* REQUIRED ACTION *
Check every line below for the word "roads" and show those that hold it.

Dataset entries
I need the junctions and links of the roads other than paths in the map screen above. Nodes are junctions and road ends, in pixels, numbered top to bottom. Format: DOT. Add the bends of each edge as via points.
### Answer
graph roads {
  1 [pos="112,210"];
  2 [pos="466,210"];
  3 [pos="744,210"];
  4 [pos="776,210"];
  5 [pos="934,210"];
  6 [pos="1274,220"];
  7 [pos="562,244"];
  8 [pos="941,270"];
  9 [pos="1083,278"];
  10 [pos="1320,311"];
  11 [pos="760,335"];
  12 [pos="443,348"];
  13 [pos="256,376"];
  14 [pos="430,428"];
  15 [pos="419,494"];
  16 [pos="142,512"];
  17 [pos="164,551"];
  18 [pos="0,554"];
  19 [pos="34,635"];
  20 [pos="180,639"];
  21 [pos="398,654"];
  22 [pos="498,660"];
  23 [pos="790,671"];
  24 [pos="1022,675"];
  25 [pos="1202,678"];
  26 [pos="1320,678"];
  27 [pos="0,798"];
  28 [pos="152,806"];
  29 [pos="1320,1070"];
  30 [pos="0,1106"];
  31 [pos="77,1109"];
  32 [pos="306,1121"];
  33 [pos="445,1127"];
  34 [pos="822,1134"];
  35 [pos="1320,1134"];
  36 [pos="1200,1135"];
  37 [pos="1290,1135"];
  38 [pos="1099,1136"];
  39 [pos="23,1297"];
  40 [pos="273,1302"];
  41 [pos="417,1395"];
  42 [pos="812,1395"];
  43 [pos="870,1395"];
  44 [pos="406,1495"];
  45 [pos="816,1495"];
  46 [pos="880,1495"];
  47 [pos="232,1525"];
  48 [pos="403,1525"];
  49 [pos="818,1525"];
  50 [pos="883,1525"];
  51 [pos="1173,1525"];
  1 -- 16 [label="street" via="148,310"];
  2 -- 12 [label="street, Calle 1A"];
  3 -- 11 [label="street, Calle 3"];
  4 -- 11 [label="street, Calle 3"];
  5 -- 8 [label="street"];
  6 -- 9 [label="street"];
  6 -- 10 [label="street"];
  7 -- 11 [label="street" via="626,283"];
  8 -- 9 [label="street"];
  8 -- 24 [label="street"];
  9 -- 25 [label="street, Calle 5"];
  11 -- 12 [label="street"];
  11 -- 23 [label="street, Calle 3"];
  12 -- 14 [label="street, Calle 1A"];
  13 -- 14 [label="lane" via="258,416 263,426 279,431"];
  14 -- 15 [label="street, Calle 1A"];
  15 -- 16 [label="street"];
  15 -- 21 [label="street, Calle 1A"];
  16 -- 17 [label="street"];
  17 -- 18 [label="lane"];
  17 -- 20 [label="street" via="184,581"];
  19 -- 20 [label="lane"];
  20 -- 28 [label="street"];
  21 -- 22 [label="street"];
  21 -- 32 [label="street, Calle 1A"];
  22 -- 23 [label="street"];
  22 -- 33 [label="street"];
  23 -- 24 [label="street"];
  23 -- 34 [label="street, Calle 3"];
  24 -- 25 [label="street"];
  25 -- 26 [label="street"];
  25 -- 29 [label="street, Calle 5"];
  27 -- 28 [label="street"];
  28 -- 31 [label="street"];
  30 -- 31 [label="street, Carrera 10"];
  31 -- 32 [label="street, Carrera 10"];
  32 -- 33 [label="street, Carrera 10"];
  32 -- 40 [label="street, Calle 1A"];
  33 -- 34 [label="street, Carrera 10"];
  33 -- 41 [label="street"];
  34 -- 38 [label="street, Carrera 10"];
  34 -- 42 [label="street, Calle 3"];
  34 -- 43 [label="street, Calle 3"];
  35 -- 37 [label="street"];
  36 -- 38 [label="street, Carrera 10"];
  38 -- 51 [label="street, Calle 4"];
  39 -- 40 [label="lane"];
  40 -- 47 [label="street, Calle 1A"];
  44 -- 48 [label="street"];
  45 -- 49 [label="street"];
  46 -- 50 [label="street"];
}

* RESULT OF THIS EXERCISE *
I need the junctions and links of the roads other than paths in the map screen above. Nodes are junctions and road ends, in pixels, numbered top to bottom. Format: DOT. Add the bends of each edge as via points.
graph roads {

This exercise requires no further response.